ESTHER SHABOT
En estas mismas páginas de Excélsior apareció hace pocos días un reportaje sobre el creciente acoso, violencia y abusos de todo tipo contra las mujeres egipcias en los espacios públicos, en especial en el seno de las manifestaciones de protesta que bajo diversas banderas se han realizado desde que se iniciara la llamada Primavera Árabe. Las afrentas descritas van desde ofensas verbales y manoseo, hasta violaciones tumultuarias. Ese clima amenazante ha conducido a que poco a poco se vaya cumpliendo uno de los objetivos más perseguidos por los islamistas: que las mujeres dejen de participar en las reuniones públicas y se recluyan “como debe ser” en el espacio doméstico.

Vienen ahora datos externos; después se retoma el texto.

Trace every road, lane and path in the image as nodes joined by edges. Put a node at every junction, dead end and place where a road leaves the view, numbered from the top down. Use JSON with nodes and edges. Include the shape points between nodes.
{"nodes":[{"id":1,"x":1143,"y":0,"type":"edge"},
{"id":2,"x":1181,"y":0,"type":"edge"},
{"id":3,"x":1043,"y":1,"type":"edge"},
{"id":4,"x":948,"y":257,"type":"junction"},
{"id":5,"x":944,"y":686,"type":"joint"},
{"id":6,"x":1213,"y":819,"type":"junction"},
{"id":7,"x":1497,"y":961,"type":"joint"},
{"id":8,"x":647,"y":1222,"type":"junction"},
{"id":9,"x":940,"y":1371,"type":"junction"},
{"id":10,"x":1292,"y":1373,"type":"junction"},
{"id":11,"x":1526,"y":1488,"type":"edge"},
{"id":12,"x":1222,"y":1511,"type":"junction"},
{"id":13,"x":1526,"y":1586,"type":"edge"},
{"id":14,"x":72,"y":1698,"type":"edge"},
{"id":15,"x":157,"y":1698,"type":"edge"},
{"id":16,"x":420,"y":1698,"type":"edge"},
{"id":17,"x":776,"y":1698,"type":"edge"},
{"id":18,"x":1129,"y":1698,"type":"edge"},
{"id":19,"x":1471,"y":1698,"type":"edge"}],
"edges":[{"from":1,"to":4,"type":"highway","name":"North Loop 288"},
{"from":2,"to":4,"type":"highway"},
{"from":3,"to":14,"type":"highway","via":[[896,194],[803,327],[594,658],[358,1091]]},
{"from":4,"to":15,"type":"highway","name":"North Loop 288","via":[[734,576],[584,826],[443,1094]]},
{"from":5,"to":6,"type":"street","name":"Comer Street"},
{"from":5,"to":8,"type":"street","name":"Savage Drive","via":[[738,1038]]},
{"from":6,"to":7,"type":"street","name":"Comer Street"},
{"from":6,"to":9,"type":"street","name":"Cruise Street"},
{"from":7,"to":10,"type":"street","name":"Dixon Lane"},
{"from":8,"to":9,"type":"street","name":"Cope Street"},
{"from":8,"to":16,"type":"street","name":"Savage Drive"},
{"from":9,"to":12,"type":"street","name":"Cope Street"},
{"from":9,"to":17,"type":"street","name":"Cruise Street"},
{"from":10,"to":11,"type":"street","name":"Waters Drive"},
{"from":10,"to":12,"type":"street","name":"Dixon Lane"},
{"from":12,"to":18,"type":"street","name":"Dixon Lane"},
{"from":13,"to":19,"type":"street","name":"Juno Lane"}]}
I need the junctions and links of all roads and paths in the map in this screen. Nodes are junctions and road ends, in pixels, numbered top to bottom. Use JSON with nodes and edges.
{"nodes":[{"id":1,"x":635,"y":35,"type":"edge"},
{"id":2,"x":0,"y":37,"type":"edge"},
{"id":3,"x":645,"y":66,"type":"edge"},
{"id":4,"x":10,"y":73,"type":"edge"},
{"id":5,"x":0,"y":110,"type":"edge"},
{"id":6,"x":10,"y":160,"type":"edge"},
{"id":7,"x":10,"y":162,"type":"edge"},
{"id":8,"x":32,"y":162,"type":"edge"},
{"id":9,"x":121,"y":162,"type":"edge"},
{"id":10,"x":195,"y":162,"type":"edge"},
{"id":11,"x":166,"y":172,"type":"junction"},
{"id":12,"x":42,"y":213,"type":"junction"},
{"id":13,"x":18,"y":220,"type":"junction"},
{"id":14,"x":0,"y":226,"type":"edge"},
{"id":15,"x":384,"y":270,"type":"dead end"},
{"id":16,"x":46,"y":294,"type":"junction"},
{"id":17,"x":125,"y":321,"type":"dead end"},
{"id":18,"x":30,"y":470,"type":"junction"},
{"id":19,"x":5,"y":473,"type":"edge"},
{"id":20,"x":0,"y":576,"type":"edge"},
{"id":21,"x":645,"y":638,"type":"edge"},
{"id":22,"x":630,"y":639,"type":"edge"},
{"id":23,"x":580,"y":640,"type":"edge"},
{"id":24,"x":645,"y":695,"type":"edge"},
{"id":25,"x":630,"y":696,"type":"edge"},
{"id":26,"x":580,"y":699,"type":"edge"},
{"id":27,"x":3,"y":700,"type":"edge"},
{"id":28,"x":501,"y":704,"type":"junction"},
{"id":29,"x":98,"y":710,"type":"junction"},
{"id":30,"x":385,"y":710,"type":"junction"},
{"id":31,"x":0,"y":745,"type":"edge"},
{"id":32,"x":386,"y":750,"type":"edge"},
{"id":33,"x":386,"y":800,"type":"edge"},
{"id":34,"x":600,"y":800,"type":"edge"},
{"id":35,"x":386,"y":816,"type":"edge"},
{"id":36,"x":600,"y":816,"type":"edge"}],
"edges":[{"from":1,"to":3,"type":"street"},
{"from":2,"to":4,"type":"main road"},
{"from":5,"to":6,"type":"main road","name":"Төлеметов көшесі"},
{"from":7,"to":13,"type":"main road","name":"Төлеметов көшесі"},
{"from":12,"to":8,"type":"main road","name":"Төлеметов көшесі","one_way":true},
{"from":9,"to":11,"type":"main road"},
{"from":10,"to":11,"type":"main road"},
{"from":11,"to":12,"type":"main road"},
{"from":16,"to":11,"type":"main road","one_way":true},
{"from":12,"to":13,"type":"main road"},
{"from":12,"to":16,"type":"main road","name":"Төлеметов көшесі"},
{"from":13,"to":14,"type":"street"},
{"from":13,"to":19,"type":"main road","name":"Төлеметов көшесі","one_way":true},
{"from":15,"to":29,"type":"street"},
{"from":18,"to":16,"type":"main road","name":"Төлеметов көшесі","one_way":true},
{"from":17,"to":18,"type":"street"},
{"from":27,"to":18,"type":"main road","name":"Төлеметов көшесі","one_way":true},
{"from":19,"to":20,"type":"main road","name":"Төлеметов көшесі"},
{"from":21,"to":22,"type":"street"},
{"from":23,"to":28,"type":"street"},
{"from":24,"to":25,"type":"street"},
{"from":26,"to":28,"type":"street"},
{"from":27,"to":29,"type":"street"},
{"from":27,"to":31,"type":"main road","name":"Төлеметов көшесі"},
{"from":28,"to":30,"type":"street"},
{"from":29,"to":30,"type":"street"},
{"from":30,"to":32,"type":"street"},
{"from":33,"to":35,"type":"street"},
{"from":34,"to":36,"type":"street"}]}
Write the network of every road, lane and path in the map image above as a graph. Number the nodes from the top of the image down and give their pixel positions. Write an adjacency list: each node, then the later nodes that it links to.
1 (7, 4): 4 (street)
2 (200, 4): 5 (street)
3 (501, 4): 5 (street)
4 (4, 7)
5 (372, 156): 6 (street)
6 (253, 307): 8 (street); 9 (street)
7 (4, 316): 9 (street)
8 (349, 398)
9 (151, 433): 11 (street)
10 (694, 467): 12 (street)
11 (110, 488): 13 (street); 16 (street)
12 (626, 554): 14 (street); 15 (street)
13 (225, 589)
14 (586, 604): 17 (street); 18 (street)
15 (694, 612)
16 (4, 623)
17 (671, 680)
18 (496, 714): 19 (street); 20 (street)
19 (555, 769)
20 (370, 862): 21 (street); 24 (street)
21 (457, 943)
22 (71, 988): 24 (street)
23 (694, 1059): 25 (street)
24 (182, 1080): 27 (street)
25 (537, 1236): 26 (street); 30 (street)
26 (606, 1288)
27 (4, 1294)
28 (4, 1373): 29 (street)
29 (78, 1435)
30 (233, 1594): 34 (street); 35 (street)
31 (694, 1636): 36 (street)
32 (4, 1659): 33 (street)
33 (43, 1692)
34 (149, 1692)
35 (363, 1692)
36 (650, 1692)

Esa reclusión femenina es precisamente una de las obsesiones —quizá la más grande— del Islam político, en cuya médula está inscrita la certeza misógina de que todos o casi todos los males que afectan o con los que se puede corromper la moral de la sociedad islámica provienen de las mujeres, de esos seres “inferiores humanamente, pero al mismo tiempo seductores como demonios que arrastran a los hombres a las peores bajezas”. Ilustrativas al respecto son las declaraciones de uno de los más importantes líderes islamistas egipcios, Hazim Abu Ismail, quien sugiere que cuando las leyes del Islam son transgredidas, ahí están presentes las mujeres, por lo que hay que prevenir que ellas propaguen la inmoralidad y la corrupción, manteniéndolas en casa. Textualmente este hombre expresó, tal como lo reproduce la periodista árabe Iqbal al-Ahmad, en el diario Asharq alawsat que: “…queremos implementar la Sharía o ley islámica y para ello hay que acabar con los cabarets, el alcohol, el adulterio y las mujeres semidesnudas en películas, plazas y playas”. Todo indica que la condición femenina ha empeorado sensiblemente en países como Túnez y Egipto, donde se dio el cambio repentino de régimen a raíz de las revueltas que derrocaron a las dictaduras imperantes (cuyo récord en cuestión de derechos humanos de las mujeres era ya de por sí bastante pobre). De hecho, la Convención para la Eliminación de la Discriminación contra las Mujeres ha publicado un reporte que afirma que en la era posMubarak “las mujeres egipcias están experimentando mucha violencia sistemática y pocas libertades y respeto a su dignidad”. De cuatro ministras que formaban parte del gobierno de Mubarak, la representación femenina en ese nivel se redujo en el gabinete de Mursi a una sola persona, todo lo cual es elocuente de que la Primavera Árabe ha gestado, en palabras de quienes han vivido este proceso desde su condición de mujeres, un decepcionante “otoño femenino”.
Este fenómeno de retroceso en los derechos más elementales de las mujeres en el mundo musulmán a raíz de cambios revolucionarios que derrocan gobiernos e instauran nuevos regímenes no es nuevo. En el Irán que sacó del poder en 1979 al Shá se produjo algo bastante similar —recuérdese si no la espléndida película de animación Persépolis, en la que con maestría cinematográfica se narra el carácter trágico de estas penosas e indignantes odiseas femeninas, o bien lo ocurrido con las mujeres afganas luego de la toma del poder por los talibán—. Esa vergonzosa discriminación que de manera grotesca sigue afectando a cientos de millones de mujeres en el mundo sigue siendo así, en pleno siglo XXI, penosamente actual. Lo que a diario podemos presenciar en tantos espacios —y no sólo musulmanes— así lo confirma. Lo constata también el que sea necesario que una niña de 16 años, Malala Yousafzai, se presente en la sede de la ONU a hablar para defender el derecho de las niñas y mujeres a recibir educación. Ella, como se recordará, fue baleada hace algunos meses en Pakistán por fuerzas talibanes debido a su empeño en asistir a la escuela en contra de las aberrantes y retrógradas disposiciones de sus atacantes.